Are there going to be recreational opportunities? Are there opportunities for jobs? Having that broader perspective is something that I bring to this race that no one else does. It is something that I talk a lot about a lot on the [campaign] trail. You keep hearing these themes from people.

What are the top two topics people expressed to you that they wish would change?
There are always those issues that are in the back of people’s minds: there is always a concern about crime. I think everyone has a different idea of what that means. I think there are some people who are in fear; they live in neighborhoods where this is a problem. To them, what they are looking for is a police presence that helps with that.

In other areas, it’s the issue of over policing, where there are issues around criminal justice that aren’t being properly dealt with, that we haven’t really fleshed out, what I would call our Go to Response, is, are we bringing the social service networks to bear early enough in situations to avoid what becomes a criminal situation?

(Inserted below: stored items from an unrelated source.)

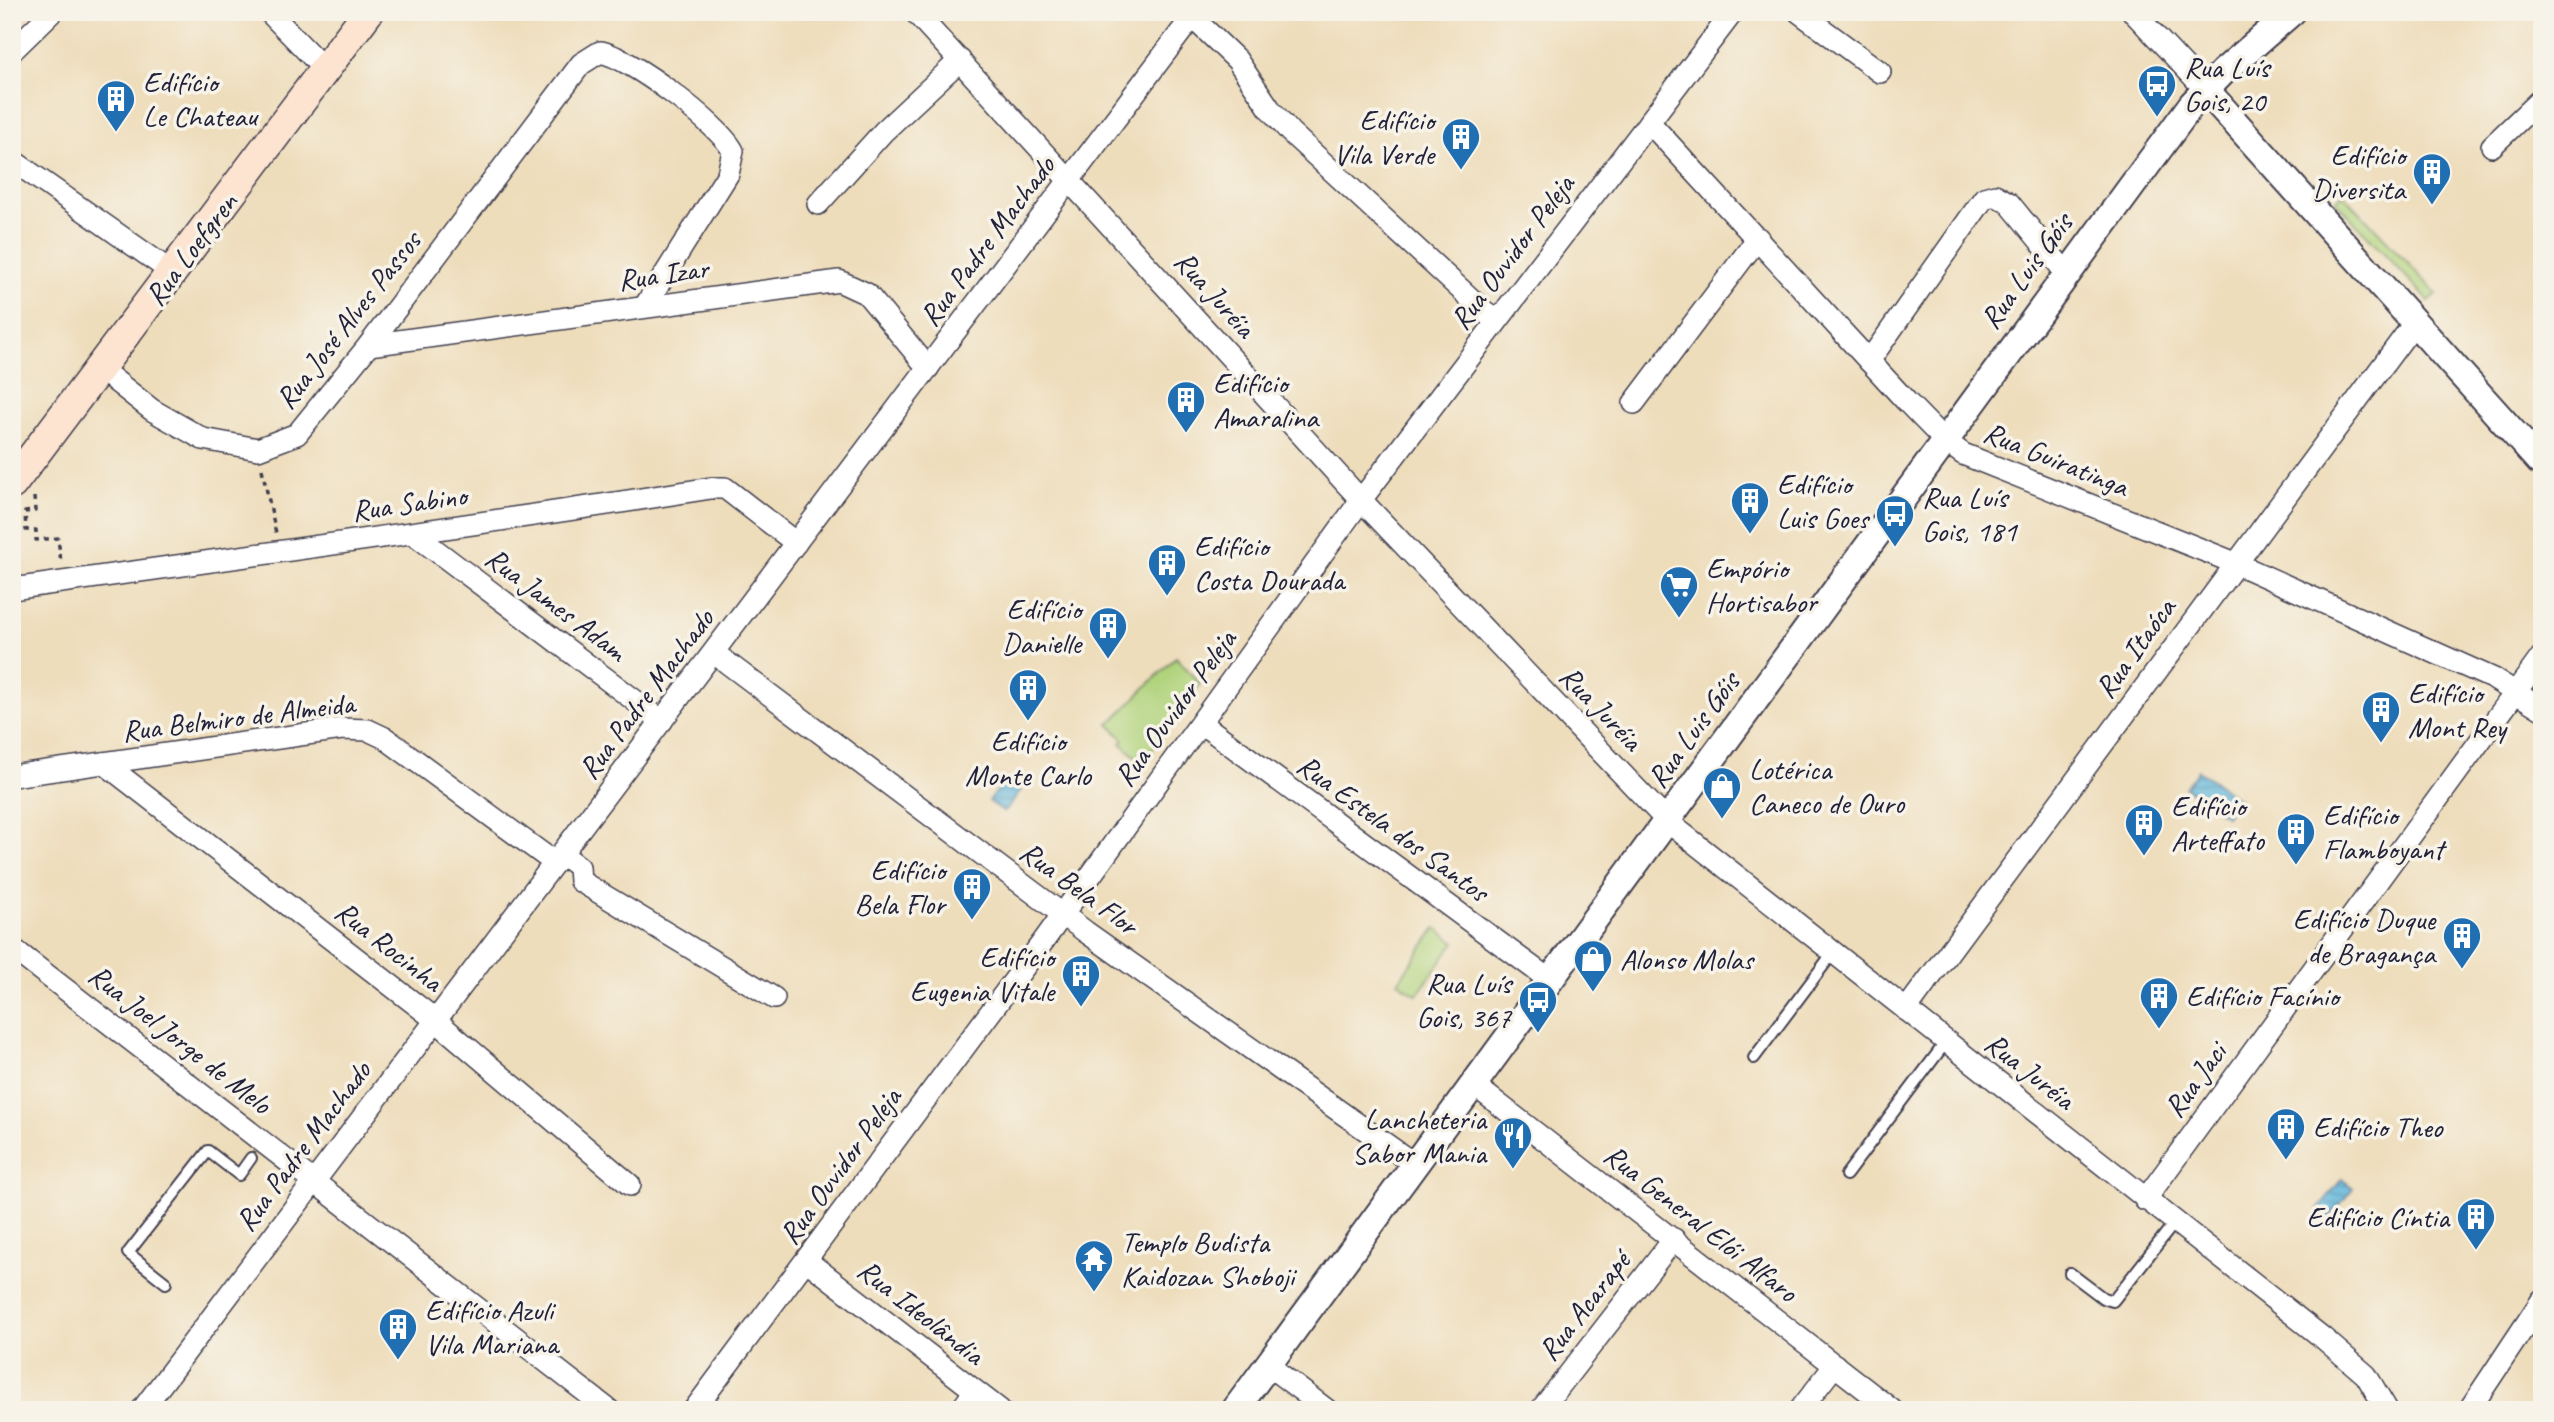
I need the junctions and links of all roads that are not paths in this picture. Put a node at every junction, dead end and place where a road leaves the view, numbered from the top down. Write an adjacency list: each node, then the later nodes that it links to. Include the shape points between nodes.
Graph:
1 (52, 12): 10 (street)
2 (269, 12): 12 (street)
3 (368, 12): 12 (main road, Rua Loefgren)
4 (915, 12): 11 (street, Rua Juréia)
5 (1734, 12): 16 (street, Rua Ouvidor Peleja)
6 (1799, 12): 13 (street)
7 (2133, 12): 14 (street)
8 (2292, 12): 14 (street, Rua Luis Góis)
9 (1194, 15): 19 (street, Rua Padre Machado); 25 (street, via 1237,60 1290,132)
10 (12, 51)
11 (960, 60): 19 (street, Rua Juréia); 20 (street, via 884,131)
12 (325, 70): 23 (main road, Rua Loefgren)
13 (1880, 72)
14 (2205, 89): 22 (street, Rua Luis Góis); 26 (street)
15 (2542, 98): 17 (street)
16 (1649, 122): 21 (street, Rua Guiratinga); 25 (street, Rua Ouvidor Peleja)
17 (2492, 146)
18 (12, 160): 23 (street)
19 (1070, 180): 30 (street, Rua Padre Machado); 35 (street, Rua Juréia)
20 (818, 204)
21 (1758, 238): 28 (street, Rua Guiratinga); 31 (street)
22 (2066, 272): 28 (street, via 2009,203 1995,195 1984,198); 32 (street, Rua Luis Góis)
23 (173, 273): 29 (main road, Rua Loefgren)
24 (645, 306): 27 (street, Rua Izar); 27 (street, Rua José Alves Passos, via 728,174 733,151 723,135 617,56 600,52 581,64); 30 (street, Rua Izar, via 839,281 867,295)
25 (1496, 322): 35 (street, Rua Ouvidor Peleja)
26 (2414, 322): 33 (street); 38 (street, Rua Itaóca)
27 (369, 345): 29 (street, Rua José Alves Passos, via 297,433 258,449 214,442 178,428)
28 (1869, 361): 32 (street, Rua Guiratinga)
29 (99, 368): 34 (main road, Rua Loefgren)
30 (928, 368): 37 (street, Rua Padre Machado)
31 (1634, 403)
32 (1944, 440): 38 (street, Rua Guiratinga, via 1989,467); 48 (street, Rua Luis Góis)
33 (2541, 462)
34 (14, 481)
35 (1361, 500): 45 (street, Rua Ouvidor Peleja); 48 (street, Rua Juréia)
36 (414, 534): 37 (street, Rua Sabino, via 725,488); 39 (street, Rua Sabino); 44 (street, Rua James Adam)
37 (796, 543): 40 (street, Rua Padre Machado)
38 (2235, 563): 42 (street, Rua Guiratinga); 55 (street, Rua Itaóca)
39 (12, 589)
40 (714, 653): 44 (street, Rua Padre Machado); 50 (street, Rua Bela Flor)
41 (2542, 656): 42 (street, Rua Jaci)
42 (2515, 691): 43 (street, Rua Guiratinga); 65 (street, Rua Jaci)
43 (2542, 709)
44 (662, 721): 49 (street, Rua Padre Machado)
45 (1201, 723): 50 (street, Rua Ouvidor Peleja); 53 (street, Rua Estela dos Santos)
46 (104, 763): 47 (street, Rua Belmiro de Almeida); 49 (street, Rua Belmiro de Almeida, via 342,729 368,730); 56 (street, Rua Rocinha)
47 (12, 776)
48 (1668, 822): 52 (street, Rua Juréia); 53 (street, Rua Luis Góis)
49 (558, 859): 54 (street, Rua Belmiro de Almeida, via 579,867 580,881); 56 (street, Rua Padre Machado)
50 (1062, 914): 61 (street, Rua Bela Flor); 68 (street, Rua Ouvidor Peleja)
51 (12, 948): 63 (street, Rua Joel Jorge de Melo)
52 (1832, 954): 55 (street, Rua Juréia); 58 (lane)
53 (1551, 981): 59 (street, Rua Luis Góis)
54 (774, 998)
55 (1906, 1010): 57 (street, Rua Juréia)
56 (435, 1021): 63 (street, Rua Padre Machado); 64 (street, Rua Rocinha)
57 (1946, 1042): 62 (lane); 65 (street, Rua Juréia)
58 (1754, 1058)
59 (1474, 1085): 61 (street, Rua Luis Góis); 67 (street, Rua General Elói Alfaro)
60 (251, 1158): 70 (lane, via 239,1175 208,1151 128,1253)
61 (1414, 1164): 72 (street, Rua Luis Góis)
62 (1846, 1175)
63 (314, 1180): 75 (street, Rua Padre Machado); 76 (street, Rua Joel Jorge de Melo)
64 (630, 1185)
65 (2145, 1200): 66 (street, Rua Juréia)
66 (2175, 1223): 69 (lane, via 2113,1301); 85 (street, Rua Juréia, via 2366,1375)
67 (1674, 1239): 73 (street, Rua General Elói Alfaro); 82 (street, Rua Acarapé)
68 (807, 1261): 74 (street, Rua Ideolândia); 77 (street, Rua Ouvidor Peleja)
69 (2070, 1273)
70 (166, 1283)
71 (2542, 1300): 86 (street)
72 (1268, 1365): 80 (street, Rua Luis Góis); 81 (street)
73 (1836, 1365): 83 (street); 84 (street, Rua General Elói Alfaro)
74 (973, 1389): 78 (street); 79 (street, Rua Ideolândia)
75 (142, 1410)
76 (610, 1410)
77 (694, 1410)
78 (958, 1410)
79 (1000, 1410)
80 (1235, 1410)
81 (1327, 1410)
82 (1541, 1410)
83 (1800, 1410)
84 (1892, 1410)
85 (2387, 1410)
86 (2469, 1410)

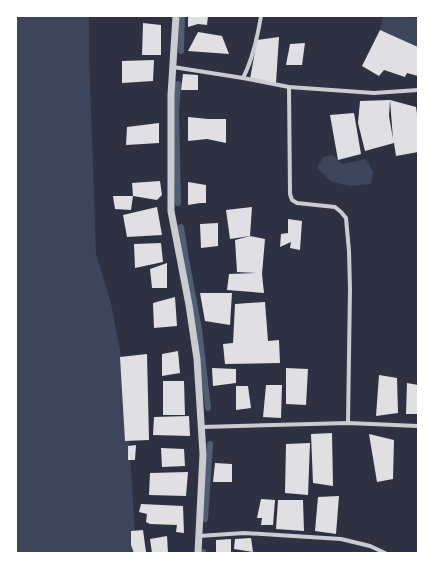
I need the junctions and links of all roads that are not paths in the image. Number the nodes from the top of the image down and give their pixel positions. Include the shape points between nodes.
1 (176, 16) edge
2 (261, 16) edge
3 (173, 67) junction
4 (243, 78) junction
5 (289, 87) junction
6 (418, 90) edge
7 (348, 423) junction
8 (418, 426) edge
9 (202, 427) junction
10 (198, 536) junction
11 (198, 553) edge
12 (385, 553) edge

1 - 3 street
2 - 4 street
3 - 4 street
3 - 9 street via 171,211 197,359
4 - 5 street
5 - 6 street via 374,93
5 - 7 street via 292,200 297,203 335,207 346,218 350,289
7 - 8 street
7 - 9 street
9 - 10 street
10 - 11 street
10 - 12 street via 244,533 341,539 370,546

I think issues around that are what I hear a lot about on the trail.

But I will tell you, I still think that what people, Democrats particularly, that I talked to, is that they are concerned about the state of our democracy. County government runs elections, and I think that while we do it pretty well here, we are going to make sure that we continue to do it well, that our mail and ballot issues are dealt with, that we have clear guidelines on who can vote and who and where there are issues around access to the ballot.  

A lot of people are worried about the state of our democracy. So, when we get these frivolous challenges to election results, we need a system that can show why they are frivolous, and why people need to have confidence in that system.

While it’s probably our smallest department in county government, it is likely the most important. There are people out there that I talked to a lot who have genuine concerns about the state of our democracy, and that our that our voting system is secure, accurate and fair.